━━ RECORDS TO PROCESS ━━

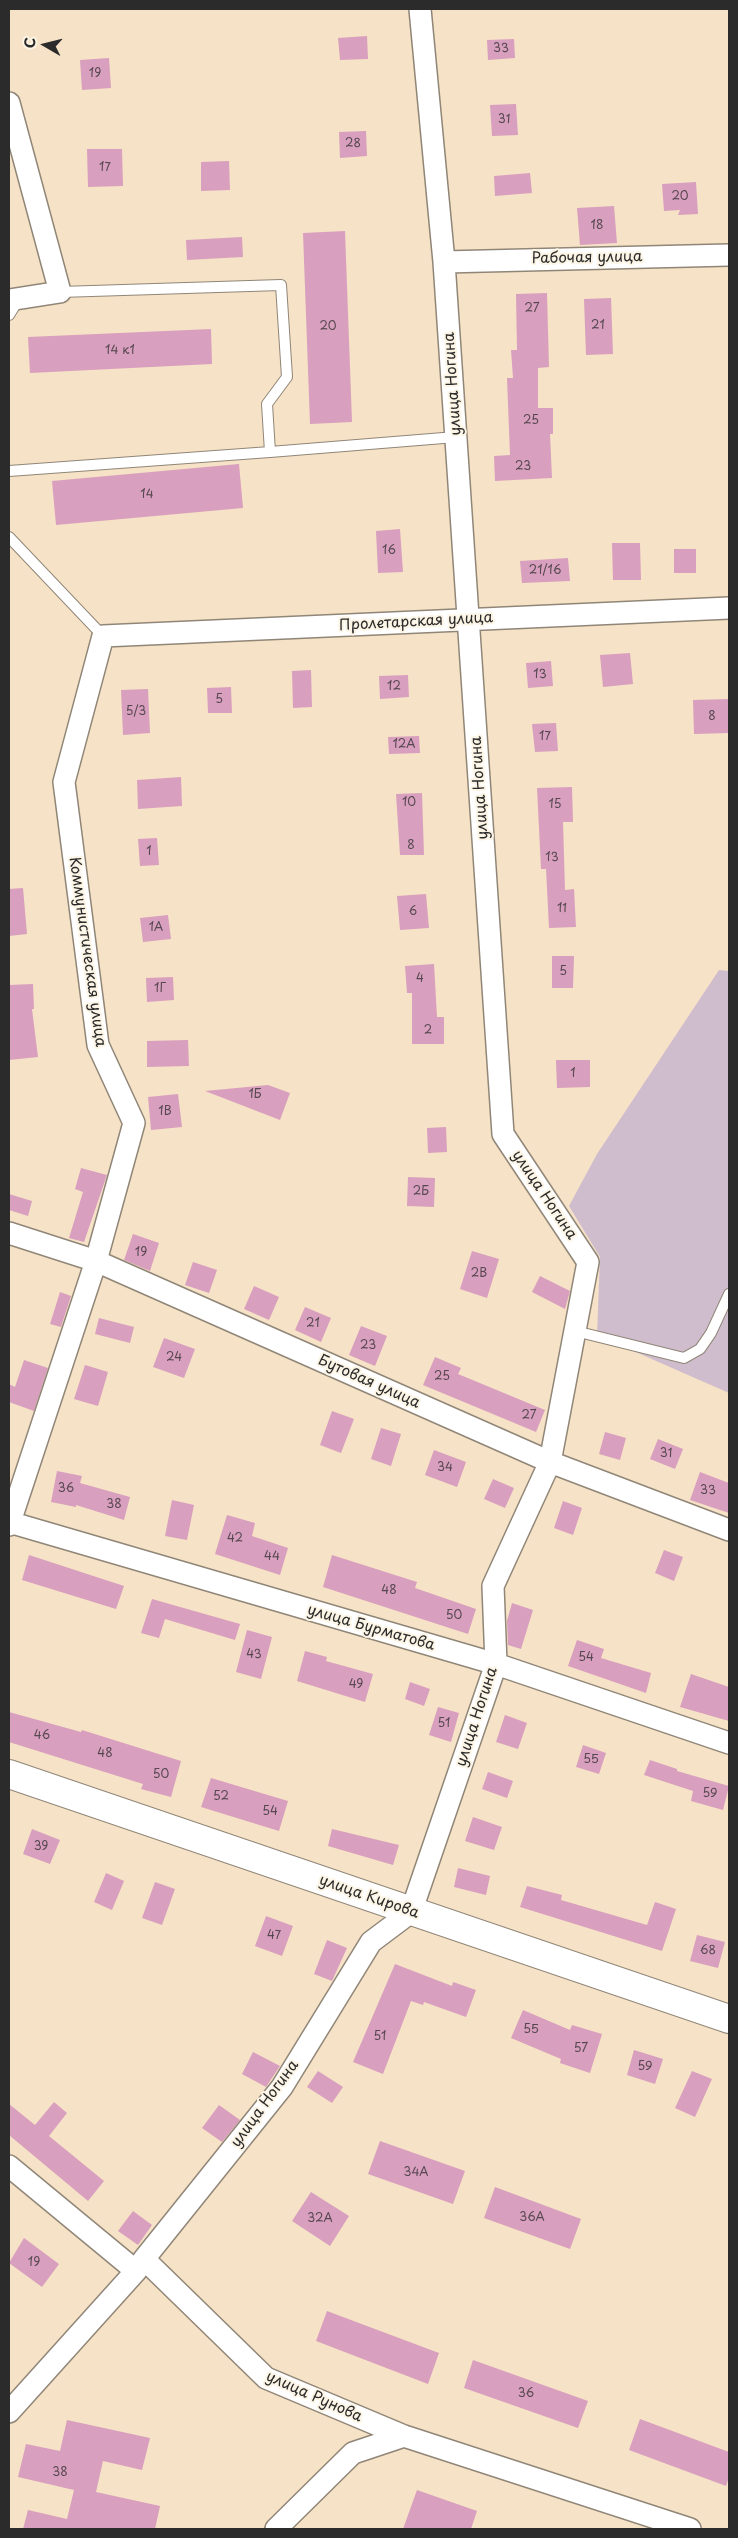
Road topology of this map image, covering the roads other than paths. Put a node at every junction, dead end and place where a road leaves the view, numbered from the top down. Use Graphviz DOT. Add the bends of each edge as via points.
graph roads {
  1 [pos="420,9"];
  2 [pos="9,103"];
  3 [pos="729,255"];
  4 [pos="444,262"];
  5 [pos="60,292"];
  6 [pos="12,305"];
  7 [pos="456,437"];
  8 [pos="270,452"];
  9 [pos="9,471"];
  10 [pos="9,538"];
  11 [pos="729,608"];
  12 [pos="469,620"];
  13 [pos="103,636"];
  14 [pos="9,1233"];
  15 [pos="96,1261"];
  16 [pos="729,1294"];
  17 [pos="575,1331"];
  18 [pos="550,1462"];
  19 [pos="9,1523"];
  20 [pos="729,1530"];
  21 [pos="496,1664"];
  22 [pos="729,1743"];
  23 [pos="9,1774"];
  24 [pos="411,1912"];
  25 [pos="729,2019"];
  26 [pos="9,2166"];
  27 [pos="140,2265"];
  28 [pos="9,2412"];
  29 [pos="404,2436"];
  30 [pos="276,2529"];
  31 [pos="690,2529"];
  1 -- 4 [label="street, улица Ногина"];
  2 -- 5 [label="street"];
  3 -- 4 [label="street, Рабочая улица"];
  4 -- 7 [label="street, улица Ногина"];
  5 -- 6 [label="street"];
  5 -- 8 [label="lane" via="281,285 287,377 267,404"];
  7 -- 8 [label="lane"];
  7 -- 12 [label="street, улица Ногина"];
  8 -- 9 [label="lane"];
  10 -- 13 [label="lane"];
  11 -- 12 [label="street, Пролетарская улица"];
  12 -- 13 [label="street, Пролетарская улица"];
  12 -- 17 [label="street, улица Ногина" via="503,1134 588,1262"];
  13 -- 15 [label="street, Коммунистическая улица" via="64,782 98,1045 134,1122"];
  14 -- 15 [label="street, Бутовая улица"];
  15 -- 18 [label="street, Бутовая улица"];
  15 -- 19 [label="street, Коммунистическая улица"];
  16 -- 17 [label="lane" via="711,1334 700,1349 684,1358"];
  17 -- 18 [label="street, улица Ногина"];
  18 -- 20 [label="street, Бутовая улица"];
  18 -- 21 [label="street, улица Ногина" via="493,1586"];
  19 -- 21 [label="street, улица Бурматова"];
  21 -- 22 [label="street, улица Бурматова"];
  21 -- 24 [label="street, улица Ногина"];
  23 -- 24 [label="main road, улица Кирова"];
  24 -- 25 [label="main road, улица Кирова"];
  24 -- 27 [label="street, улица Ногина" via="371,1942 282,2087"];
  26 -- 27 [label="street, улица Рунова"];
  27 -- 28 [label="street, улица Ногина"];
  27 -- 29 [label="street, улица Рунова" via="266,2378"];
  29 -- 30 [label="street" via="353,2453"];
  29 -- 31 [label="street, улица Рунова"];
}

━━━

Print each entry shown above with exact wording and no pictures.

Road topology of this map image, covering the roads other than paths. Put a node at every junction, dead end and place where a road leaves the view, numbered from the top down. Use Graphviz DOT. Add the bends of each edge as via points.
graph roads {
  1 [pos="420,9"];
  2 [pos="9,103"];
  3 [pos="729,255"];
  4 [pos="444,262"];
  5 [pos="60,292"];
  6 [pos="12,305"];
  7 [pos="456,437"];
  8 [pos="270,452"];
  9 [pos="9,471"];
  10 [pos="9,538"];
  11 [pos="729,608"];
  12 [pos="469,620"];
  13 [pos="103,636"];
  14 [pos="9,1233"];
  15 [pos="96,1261"];
  16 [pos="729,1294"];
  17 [pos="575,1331"];
  18 [pos="550,1462"];
  19 [pos="9,1523"];
  20 [pos="729,1530"];
  21 [pos="496,1664"];
  22 [pos="729,1743"];
  23 [pos="9,1774"];
  24 [pos="411,1912"];
  25 [pos="729,2019"];
  26 [pos="9,2166"];
  27 [pos="140,2265"];
  28 [pos="9,2412"];
  29 [pos="404,2436"];
  30 [pos="276,2529"];
  31 [pos="690,2529"];
  1 -- 4 [label="street, улица Ногина"];
  2 -- 5 [label="street"];
  3 -- 4 [label="street, Рабочая улица"];
  4 -- 7 [label="street, улица Ногина"];
  5 -- 6 [label="street"];
  5 -- 8 [label="lane" via="281,285 287,377 267,404"];
  7 -- 8 [label="lane"];
  7 -- 12 [label="street, улица Ногина"];
  8 -- 9 [label="lane"];
  10 -- 13 [label="lane"];
  11 -- 12 [label="street, Пролетарская улица"];
  12 -- 13 [label="street, Пролетарская улица"];
  12 -- 17 [label="street, улица Ногина" via="503,1134 588,1262"];
  13 -- 15 [label="street, Коммунистическая улица" via="64,782 98,1045 134,1122"];
  14 -- 15 [label="street, Бутовая улица"];
  15 -- 18 [label="street, Бутовая улица"];
  15 -- 19 [label="street, Коммунистическая улица"];
  16 -- 17 [label="lane" via="711,1334 700,1349 684,1358"];
  17 -- 18 [label="street, улица Ногина"];
  18 -- 20 [label="street, Бутовая улица"];
  18 -- 21 [label="street, улица Ногина" via="493,1586"];
  19 -- 21 [label="street, улица Бурматова"];
  21 -- 22 [label="street, улица Бурматова"];
  21 -- 24 [label="street, улица Ногина"];
  23 -- 24 [label="main road, улица Кирова"];
  24 -- 25 [label="main road, улица Кирова"];
  24 -- 27 [label="street, улица Ногина" via="371,1942 282,2087"];
  26 -- 27 [label="street, улица Рунова"];
  27 -- 28 [label="street, улица Ногина"];
  27 -- 29 [label="street, улица Рунова" via="266,2378"];
  29 -- 30 [label="street" via="353,2453"];
  29 -- 31 [label="street, улица Рунова"];
}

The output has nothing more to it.